Behold, I am coming quickly! Hold fast what you have, that no one may take your crown. (Revelation 3:11, NKJV)
The Christians in Philadelphia are highly commended by the Lord (Revelation 3:7-13). He had confidence they would use the opportunity He had opened for them to persevere and to prevail in their faith despite faithless opponents (Revelation 3:8-10). Christ would come with quick and complete justice upon their enemies. For their part, they were to “hold fast” what they had “firm unto the end” (see Hebrews 3:6). Their steadfastness was necessary in order that “no one may take your crown.” Jesus is crystal clear here. If they did not hold fast it would be possible for someone to take their crown (to prevent their victory). The doctrine of the impossibility of apostasy is absolutely obliterated by this passage.

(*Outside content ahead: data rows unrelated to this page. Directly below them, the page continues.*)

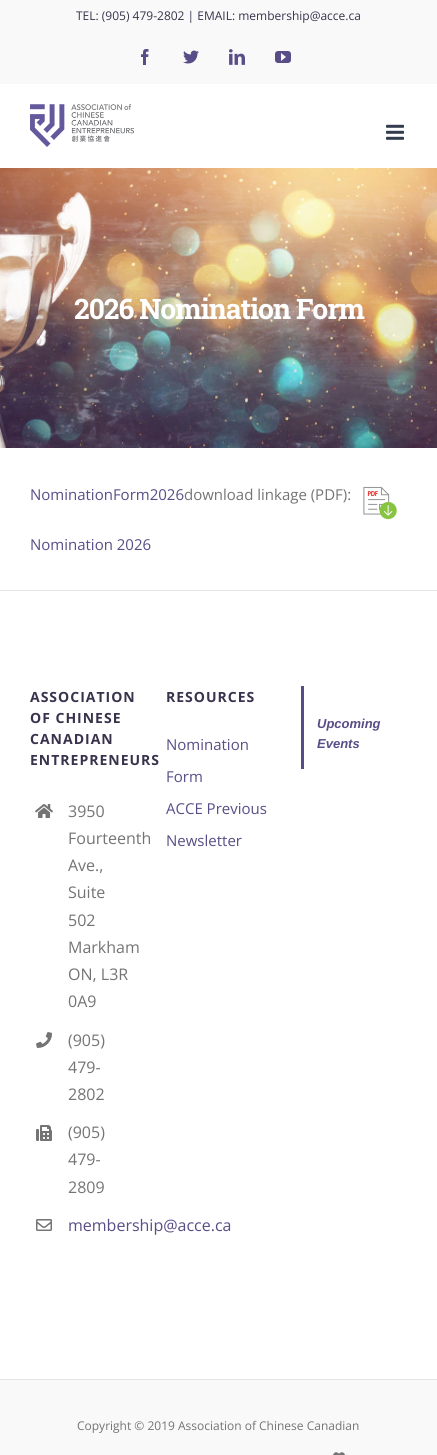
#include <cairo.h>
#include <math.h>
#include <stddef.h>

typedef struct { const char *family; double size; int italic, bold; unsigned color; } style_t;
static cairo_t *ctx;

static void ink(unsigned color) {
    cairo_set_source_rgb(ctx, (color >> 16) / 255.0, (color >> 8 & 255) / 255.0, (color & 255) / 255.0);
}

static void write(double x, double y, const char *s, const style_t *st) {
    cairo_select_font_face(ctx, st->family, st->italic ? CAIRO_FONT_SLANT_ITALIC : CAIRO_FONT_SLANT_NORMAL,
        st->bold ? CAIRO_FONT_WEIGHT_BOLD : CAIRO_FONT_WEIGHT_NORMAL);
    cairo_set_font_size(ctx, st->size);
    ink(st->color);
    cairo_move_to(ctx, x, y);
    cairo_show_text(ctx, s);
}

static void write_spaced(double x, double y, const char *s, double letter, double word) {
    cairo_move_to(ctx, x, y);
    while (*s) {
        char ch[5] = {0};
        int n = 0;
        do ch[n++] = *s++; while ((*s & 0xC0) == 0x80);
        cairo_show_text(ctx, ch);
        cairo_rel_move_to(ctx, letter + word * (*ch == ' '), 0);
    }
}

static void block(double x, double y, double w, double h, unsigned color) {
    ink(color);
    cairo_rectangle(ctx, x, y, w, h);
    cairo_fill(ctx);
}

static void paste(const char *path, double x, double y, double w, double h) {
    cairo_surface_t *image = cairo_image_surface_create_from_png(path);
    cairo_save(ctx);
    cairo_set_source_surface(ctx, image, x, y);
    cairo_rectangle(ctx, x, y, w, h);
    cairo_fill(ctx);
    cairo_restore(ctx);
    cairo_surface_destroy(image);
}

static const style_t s1 = {"Open Sans", 12, 0, 0, 0x39324c};
static const style_t s2 = {"Open Sans", 15, 0, 0, 0x594d87};
static const style_t s3 = {"Open Sans", 15, 0, 0, 0x747474};
static const style_t s4 = {"Open Sans", 16, 0, 0, 0x747474};
static const style_t s5 = {"Open Sans", 16, 0, 0, 0x594d87};
static const style_t s6 = {"Liberation Sans", 13, 1, 1, 0x594d87};
static const style_t s7 = {"Open Sans", 12, 0, 0, 0x747474};

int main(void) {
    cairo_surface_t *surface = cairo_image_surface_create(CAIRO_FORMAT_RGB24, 437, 1455);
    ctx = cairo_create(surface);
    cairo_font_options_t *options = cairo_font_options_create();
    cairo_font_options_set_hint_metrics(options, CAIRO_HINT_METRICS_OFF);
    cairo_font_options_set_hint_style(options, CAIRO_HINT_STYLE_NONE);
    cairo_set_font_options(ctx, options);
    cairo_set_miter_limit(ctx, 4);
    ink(0xffffff);
    cairo_paint(ctx);
    block(0, 0, 437, 84, 0xf9f9f9);
    write(76, 20, "TEL: (905) 479-2802 | EMAIL: membership@acce.ca", &s1);
    paste("pic1.png", 141, 49, 8, 16);
    paste("pic2.png", 183, 50, 16, 14);
    paste("pic3.png", 229, 49, 16, 16);
    paste("pic4.png", 275, 51, 16, 12);
    paste("pic5.png", 30, 104, 104, 43);
    paste("pic6.png", 386, 124, 18, 16);
    paste("pic7.png", 0, 168, 437, 280);
    cairo_select_font_face(ctx, "Roboto Slab", CAIRO_FONT_SLANT_NORMAL, CAIRO_FONT_WEIGHT_BOLD);
    cairo_set_font_size(ctx, 28.25);
    ink(0xffffff);
    write_spaced(74, 319, "2026 Nomination Form", -1, 0);
    write(30, 500, "NominationForm2026", &s2);
    write(184, 500, "download linkage (PDF):", &s3);
    paste("pic8.png", 363, 486, 34, 34);
    write(30, 550, "Nomination 2026", &s2);
    block(0, 590, 437, 1, 0xe7e4e2);
    cairo_select_font_face(ctx, "Open Sans", CAIRO_FONT_SLANT_NORMAL, CAIRO_FONT_WEIGHT_BOLD);
    cairo_set_font_size(ctx, 14);
    ink(0x39324c);
    write_spaced(30, 702, "ASSOCIATION", 1, 0);
    write_spaced(30, 723, "OF CHINESE", 1, 0);
    write_spaced(30, 744, "CANADIAN", 1, 0);
    write_spaced(30, 765, "ENTREPRENEURS", 1, 0);
    paste("pic9.png", 35, 804, 18, 14);
    write(68, 817, "3950", &s4);
    write(68, 844, "Fourteenth", &s4);
    write(68, 871, "Ave.,", &s4);
    write(68, 898, "Suite", &s4);
    write(68, 926, "502", &s4);
    write(68, 953, "Markham", &s4);
    write(68, 980, "ON, L3R", &s4);
    write(68, 1007, "0A9", &s4);
    paste("pic10.png", 36, 1032, 16, 16);
    write(68, 1046, "(905)", &s4);
    write(68, 1073, "479-", &s4);
    write(68, 1100, "2802", &s4);
    paste("pic11.png", 36, 1125, 16, 16);
    write(68, 1138, "(905)", &s4);
    write(68, 1165, "479-", &s4);
    write(68, 1193, "2809", &s4);
    paste("pic12.png", 36, 1219, 16, 12);
    write(68, 1231, "membership@acce.ca", &s5);
    cairo_select_font_face(ctx, "Open Sans", CAIRO_FONT_SLANT_NORMAL, CAIRO_FONT_WEIGHT_BOLD);
    cairo_set_font_size(ctx, 14);
    ink(0x39324c);
    write_spaced(166, 702, "RESOURCES", 1, 0);
    write(166, 750, "Nomination", &s2);
    write(166, 782, "Form", &s2);
    write(166, 814, "ACCE Previous", &s2);
    write(166, 846, "Newsletter", &s2);
    block(301, 686, 3, 83, 0x594d87);
    write(317, 728, "Upcoming", &s6);
    write(317, 748, "Events", &s6);
    block(0, 1380, 437, 75, 0xf9f9f9);
    block(0, 1379, 437, 1, 0xe7e4e2);
    write(77, 1430, "Copyright © 2019 Association of Chinese Canadian", &s7);
    paste("pic13.png", 333, 1452, 12, 3);
    cairo_surface_write_to_png(surface, "screenshot.png");
    cairo_font_options_destroy(options);
    cairo_destroy(ctx);
    cairo_surface_destroy(surface);
    return 0;
}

Why hold fast your faith if no one can take your crown? Why anticipate the coming judgment of the Lord against evil as an incentive to remain steadfast in the face of enemies of the faith? The truth is, if Christians abandon holding fast their faith, then they are not victors. They are among those who fall from grace (Galatians 5:4; Hebrews 6:4-6). Let us hold fast to the strength of faith, keep Christ’s word and not deny His name (Revelation 3:8). This is the victory of faith in Christ (1 John 5:4). Be warned. There is no victory in unfaithfulness.